Au niveau des Laurentides, le PLQ a désigné six femmes sur les huit comtés en élections: Monique Laurin dans Groulx, Isabelle Lord, dans Bertrand, Johanne Berthiaume, dans Blainville, Marie-France Daoust, dans Deux-Montagnes, et Ritha Cossette, dans Mirabel.
«Sous la gouvernance de Jean Charest, les femmes ont fait un grand pas en avant. C’est le premier ministre Charest qui, en 2007, a créé le premier conseil des ministres paritaire de l’histoire du Québec. En 2006, le Québec est devenu le premier État au monde à garantir la parité entre les hommes et les femmes au sein des conseils d’administration de ses sociétés d’État», de rappeler la ministre.

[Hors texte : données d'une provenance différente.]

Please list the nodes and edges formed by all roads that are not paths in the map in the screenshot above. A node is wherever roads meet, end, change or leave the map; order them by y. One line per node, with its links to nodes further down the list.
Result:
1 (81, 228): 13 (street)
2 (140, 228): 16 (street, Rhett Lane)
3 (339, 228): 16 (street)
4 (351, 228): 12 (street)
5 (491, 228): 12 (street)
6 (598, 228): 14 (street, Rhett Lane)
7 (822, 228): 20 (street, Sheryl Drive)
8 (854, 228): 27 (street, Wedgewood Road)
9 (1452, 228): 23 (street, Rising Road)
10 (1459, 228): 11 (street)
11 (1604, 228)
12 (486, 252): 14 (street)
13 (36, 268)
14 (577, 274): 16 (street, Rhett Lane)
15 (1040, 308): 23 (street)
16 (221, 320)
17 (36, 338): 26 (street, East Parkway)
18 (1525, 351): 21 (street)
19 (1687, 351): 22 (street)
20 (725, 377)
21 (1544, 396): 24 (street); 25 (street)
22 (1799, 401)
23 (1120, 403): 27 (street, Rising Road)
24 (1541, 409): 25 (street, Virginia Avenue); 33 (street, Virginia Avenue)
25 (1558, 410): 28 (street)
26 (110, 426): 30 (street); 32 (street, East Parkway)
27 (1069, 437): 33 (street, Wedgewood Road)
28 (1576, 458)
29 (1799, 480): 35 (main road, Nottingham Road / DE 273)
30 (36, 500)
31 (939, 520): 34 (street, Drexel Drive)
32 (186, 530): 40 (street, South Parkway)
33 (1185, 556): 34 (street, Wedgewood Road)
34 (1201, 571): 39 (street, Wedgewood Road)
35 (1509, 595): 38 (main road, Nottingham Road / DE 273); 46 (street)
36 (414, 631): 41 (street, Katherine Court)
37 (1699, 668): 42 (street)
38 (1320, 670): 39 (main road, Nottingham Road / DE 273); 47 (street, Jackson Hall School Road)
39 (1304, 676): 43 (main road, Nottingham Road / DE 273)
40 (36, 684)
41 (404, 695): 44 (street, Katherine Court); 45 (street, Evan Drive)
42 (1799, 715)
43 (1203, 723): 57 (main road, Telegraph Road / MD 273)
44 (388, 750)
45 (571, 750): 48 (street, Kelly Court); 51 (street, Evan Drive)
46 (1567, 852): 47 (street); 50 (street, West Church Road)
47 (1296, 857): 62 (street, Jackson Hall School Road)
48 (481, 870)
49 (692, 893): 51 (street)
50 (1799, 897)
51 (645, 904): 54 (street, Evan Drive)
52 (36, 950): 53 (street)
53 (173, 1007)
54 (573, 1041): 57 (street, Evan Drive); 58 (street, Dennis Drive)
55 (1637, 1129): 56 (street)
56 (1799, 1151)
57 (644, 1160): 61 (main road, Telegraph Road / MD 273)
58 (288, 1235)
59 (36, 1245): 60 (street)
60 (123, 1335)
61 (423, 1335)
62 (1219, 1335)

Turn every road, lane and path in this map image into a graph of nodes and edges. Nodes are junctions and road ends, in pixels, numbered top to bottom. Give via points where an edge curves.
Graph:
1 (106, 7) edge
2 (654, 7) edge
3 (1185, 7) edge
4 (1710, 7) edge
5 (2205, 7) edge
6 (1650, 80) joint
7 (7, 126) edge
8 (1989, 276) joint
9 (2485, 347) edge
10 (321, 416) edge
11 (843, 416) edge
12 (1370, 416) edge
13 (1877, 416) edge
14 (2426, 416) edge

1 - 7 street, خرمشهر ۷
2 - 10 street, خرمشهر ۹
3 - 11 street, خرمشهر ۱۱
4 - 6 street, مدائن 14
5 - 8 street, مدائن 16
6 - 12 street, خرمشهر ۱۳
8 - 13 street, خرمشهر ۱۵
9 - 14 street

«Le gouvernement libéral a en plus signé une entente qualifiée d’historique et confirmant l’équité salariale avec ses employés. Aujourd’hui, Jean Charest est celui qui laisse le plus de place aux femmes dans son équipe de candidats et, grâce au soutien des électeurs des Laurentides, il y aura encore plus de femmes à l’Assemblée nationale siégeant sous la bannière libérale, le 8 décembre», de conclure Mme St-Pierre.